Your instructions
Word by word and line by line, write out all of the records.

Exercise inputs
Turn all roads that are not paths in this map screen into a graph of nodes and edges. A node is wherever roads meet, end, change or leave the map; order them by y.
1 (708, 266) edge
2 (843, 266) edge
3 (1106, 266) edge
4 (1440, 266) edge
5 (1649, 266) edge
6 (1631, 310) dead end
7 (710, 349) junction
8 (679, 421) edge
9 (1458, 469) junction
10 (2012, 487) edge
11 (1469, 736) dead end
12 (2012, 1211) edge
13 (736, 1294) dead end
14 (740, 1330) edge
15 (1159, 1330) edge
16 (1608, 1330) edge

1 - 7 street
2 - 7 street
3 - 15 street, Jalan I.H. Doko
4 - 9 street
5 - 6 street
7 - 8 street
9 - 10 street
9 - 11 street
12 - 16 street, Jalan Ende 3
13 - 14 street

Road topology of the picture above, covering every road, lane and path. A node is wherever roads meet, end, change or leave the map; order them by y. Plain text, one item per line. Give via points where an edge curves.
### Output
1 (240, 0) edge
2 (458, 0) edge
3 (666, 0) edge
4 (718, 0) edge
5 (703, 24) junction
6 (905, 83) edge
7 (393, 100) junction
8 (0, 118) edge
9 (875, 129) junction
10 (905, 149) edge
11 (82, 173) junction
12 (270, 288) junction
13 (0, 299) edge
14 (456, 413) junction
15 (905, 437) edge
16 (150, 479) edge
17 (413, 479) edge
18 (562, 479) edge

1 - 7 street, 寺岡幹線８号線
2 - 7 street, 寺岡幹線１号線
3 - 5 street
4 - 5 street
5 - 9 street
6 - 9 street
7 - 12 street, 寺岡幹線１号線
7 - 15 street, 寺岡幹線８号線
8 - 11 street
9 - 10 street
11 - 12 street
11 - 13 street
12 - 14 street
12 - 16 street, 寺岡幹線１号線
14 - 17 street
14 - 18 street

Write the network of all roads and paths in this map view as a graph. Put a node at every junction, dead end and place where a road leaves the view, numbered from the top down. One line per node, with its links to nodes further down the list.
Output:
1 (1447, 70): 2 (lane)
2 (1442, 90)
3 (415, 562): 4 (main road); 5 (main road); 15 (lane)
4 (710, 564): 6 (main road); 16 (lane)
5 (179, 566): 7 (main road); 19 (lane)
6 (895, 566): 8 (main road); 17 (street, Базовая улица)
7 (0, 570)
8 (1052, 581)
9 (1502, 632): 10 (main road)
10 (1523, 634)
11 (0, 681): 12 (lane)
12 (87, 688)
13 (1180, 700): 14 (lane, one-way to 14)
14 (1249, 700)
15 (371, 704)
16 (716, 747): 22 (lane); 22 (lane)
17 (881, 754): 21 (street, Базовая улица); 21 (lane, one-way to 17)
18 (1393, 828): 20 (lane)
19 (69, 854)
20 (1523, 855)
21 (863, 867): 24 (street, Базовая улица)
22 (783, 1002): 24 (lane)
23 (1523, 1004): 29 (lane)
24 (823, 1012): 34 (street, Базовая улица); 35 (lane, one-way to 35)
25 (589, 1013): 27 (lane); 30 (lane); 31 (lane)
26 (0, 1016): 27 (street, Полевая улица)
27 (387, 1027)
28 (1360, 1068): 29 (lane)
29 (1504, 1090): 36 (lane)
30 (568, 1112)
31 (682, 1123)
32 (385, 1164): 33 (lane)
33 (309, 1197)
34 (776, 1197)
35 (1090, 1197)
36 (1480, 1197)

Answer area
Turn all roads that are not paths in this map screen into a graph of nodes and edges. A node is wherever roads meet, end, change or leave the map; order them by y.
1 (708, 266) edge
2 (843, 266) edge
3 (1106, 266) edge
4 (1440, 266) edge
5 (1649, 266) edge
6 (1631, 310) dead end
7 (710, 349) junction
8 (679, 421) edge
9 (1458, 469) junction
10 (2012, 487) edge
11 (1469, 736) dead end
12 (2012, 1211) edge
13 (736, 1294) dead end
14 (740, 1330) edge
15 (1159, 1330) edge
16 (1608, 1330) edge

1 - 7 street
2 - 7 street
3 - 15 street, Jalan I.H. Doko
4 - 9 street
5 - 6 street
7 - 8 street
9 - 10 street
9 - 11 street
12 - 16 street, Jalan Ende 3
13 - 14 street

Road topology of the picture above, covering every road, lane and path. A node is wherever roads meet, end, change or leave the map; order them by y. Plain text, one item per line. Give via points where an edge curves.
### Output
1 (240, 0) edge
2 (458, 0) edge
3 (666, 0) edge
4 (718, 0) edge
5 (703, 24) junction
6 (905, 83) edge
7 (393, 100) junction
8 (0, 118) edge
9 (875, 129) junction
10 (905, 149) edge
11 (82, 173) junction
12 (270, 288) junction
13 (0, 299) edge
14 (456, 413) junction
15 (905, 437) edge
16 (150, 479) edge
17 (413, 479) edge
18 (562, 479) edge

1 - 7 street, 寺岡幹線８号線
2 - 7 street, 寺岡幹線１号線
3 - 5 street
4 - 5 street
5 - 9 street
6 - 9 street
7 - 12 street, 寺岡幹線１号線
7 - 15 street, 寺岡幹線８号線
8 - 11 street
9 - 10 street
11 - 12 street
11 - 13 street
12 - 14 street
12 - 16 street, 寺岡幹線１号線
14 - 17 street
14 - 18 street

Write the network of all roads and paths in this map view as a graph. Put a node at every junction, dead end and place where a road leaves the view, numbered from the top down. One line per node, with its links to nodes further down the list.
Output:
1 (1447, 70): 2 (lane)
2 (1442, 90)
3 (415, 562): 4 (main road); 5 (main road); 15 (lane)
4 (710, 564): 6 (main road); 16 (lane)
5 (179, 566): 7 (main road); 19 (lane)
6 (895, 566): 8 (main road); 17 (street, Базовая улица)
7 (0, 570)
8 (1052, 581)
9 (1502, 632): 10 (main road)
10 (1523, 634)
11 (0, 681): 12 (lane)
12 (87, 688)
13 (1180, 700): 14 (lane, one-way to 14)
14 (1249, 700)
15 (371, 704)
16 (716, 747): 22 (lane); 22 (lane)
17 (881, 754): 21 (street, Базовая улица); 21 (lane, one-way to 17)
18 (1393, 828): 20 (lane)
19 (69, 854)
20 (1523, 855)
21 (863, 867): 24 (street, Базовая улица)
22 (783, 1002): 24 (lane)
23 (1523, 1004): 29 (lane)
24 (823, 1012): 34 (street, Базовая улица); 35 (lane, one-way to 35)
25 (589, 1013): 27 (lane); 30 (lane); 31 (lane)
26 (0, 1016): 27 (street, Полевая улица)
27 (387, 1027)
28 (1360, 1068): 29 (lane)
29 (1504, 1090): 36 (lane)
30 (568, 1112)
31 (682, 1123)
32 (385, 1164): 33 (lane)
33 (309, 1197)
34 (776, 1197)
35 (1090, 1197)
36 (1480, 1197)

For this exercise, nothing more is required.